■ Work request
Please report how many lines in the records below contain the word "image", and give nothing else.

■ Provided information

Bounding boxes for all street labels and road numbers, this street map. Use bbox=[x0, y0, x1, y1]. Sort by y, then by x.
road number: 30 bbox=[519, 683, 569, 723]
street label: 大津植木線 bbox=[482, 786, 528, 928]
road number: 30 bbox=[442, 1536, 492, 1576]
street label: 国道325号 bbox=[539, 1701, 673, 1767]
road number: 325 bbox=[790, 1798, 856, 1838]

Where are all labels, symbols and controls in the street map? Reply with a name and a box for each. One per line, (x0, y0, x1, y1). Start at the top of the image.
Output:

--

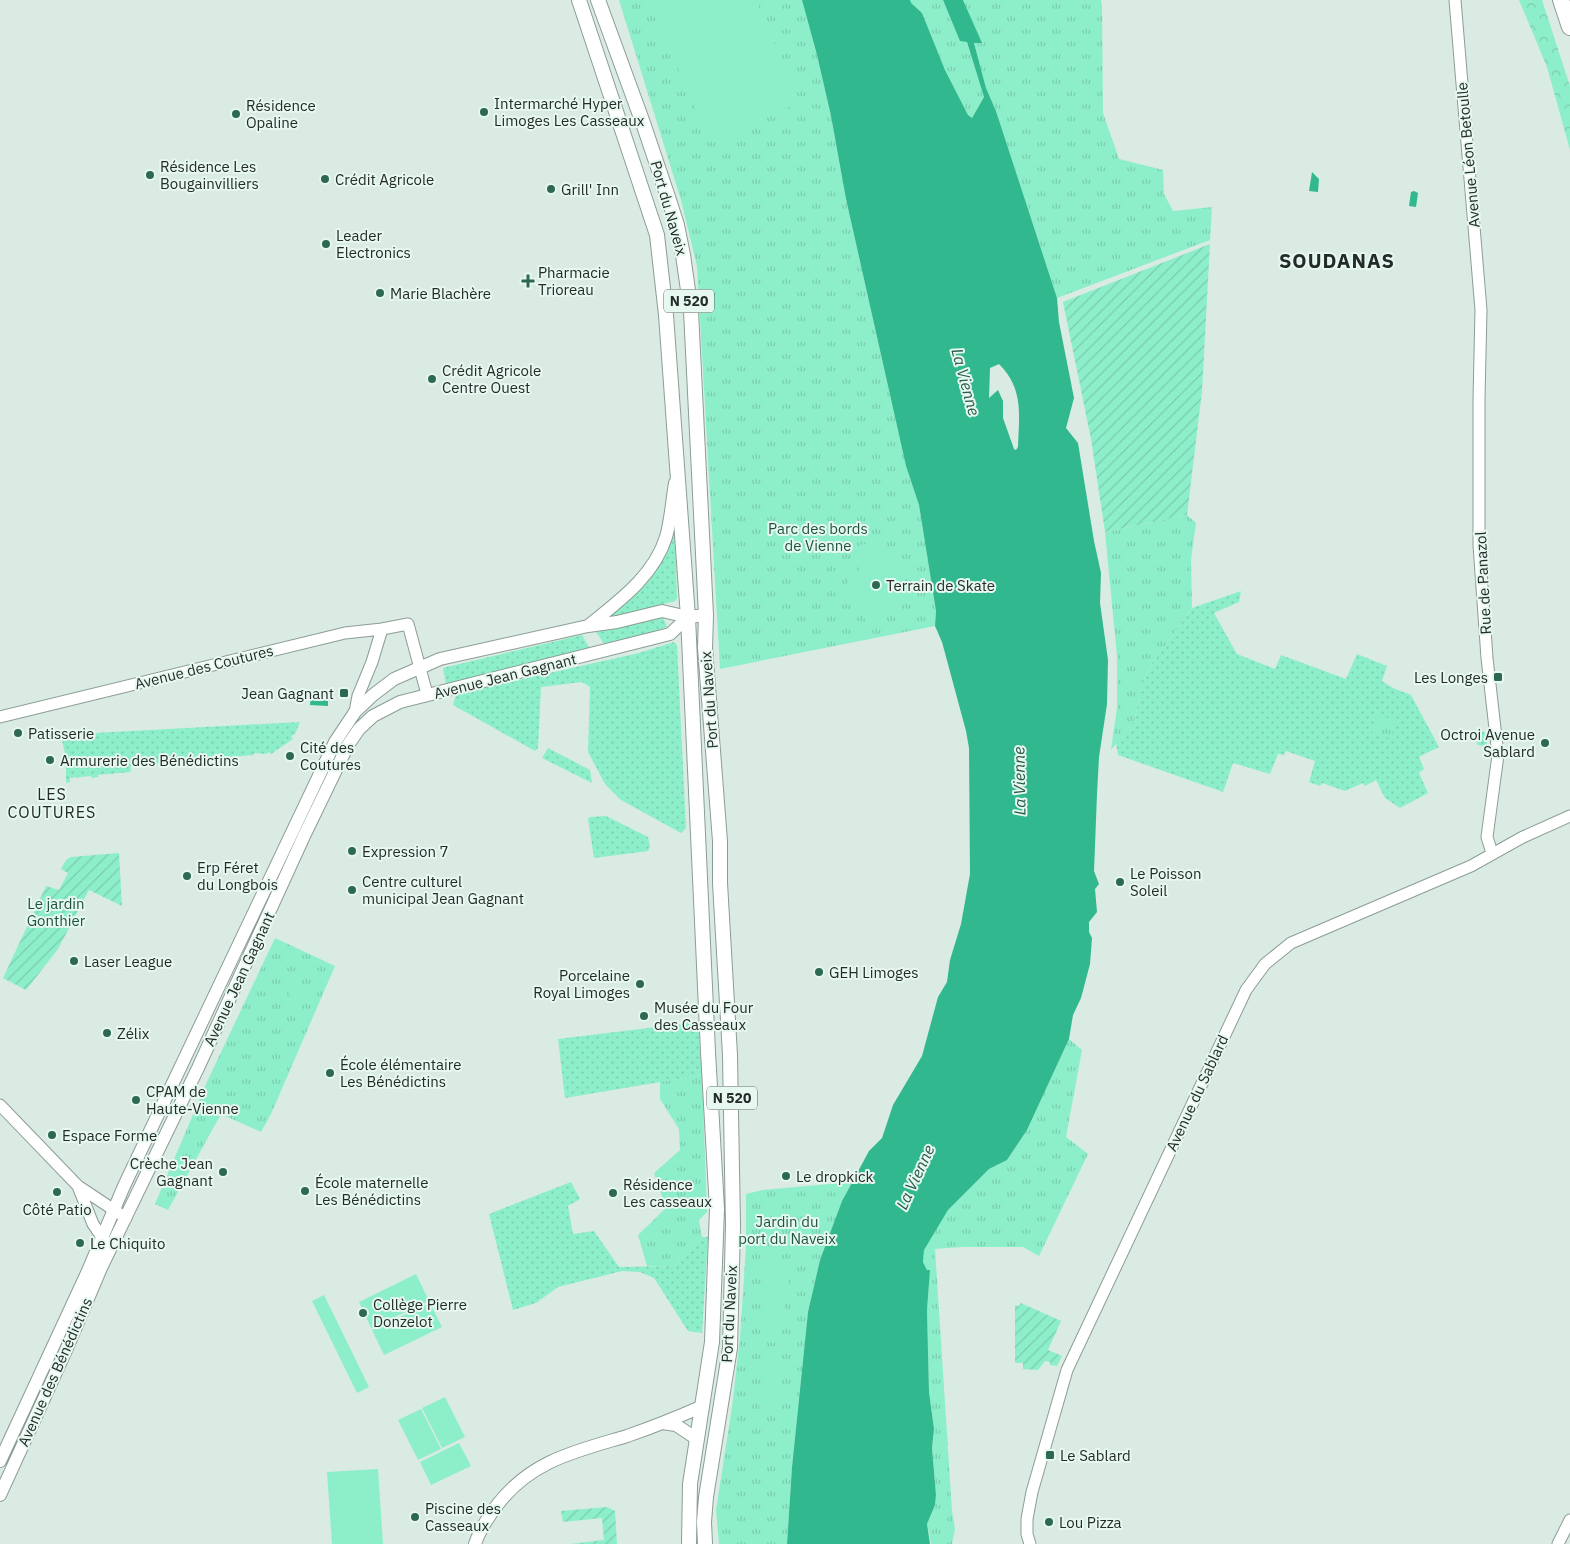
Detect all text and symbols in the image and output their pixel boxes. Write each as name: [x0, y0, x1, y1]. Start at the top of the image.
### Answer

■ Result of this task
2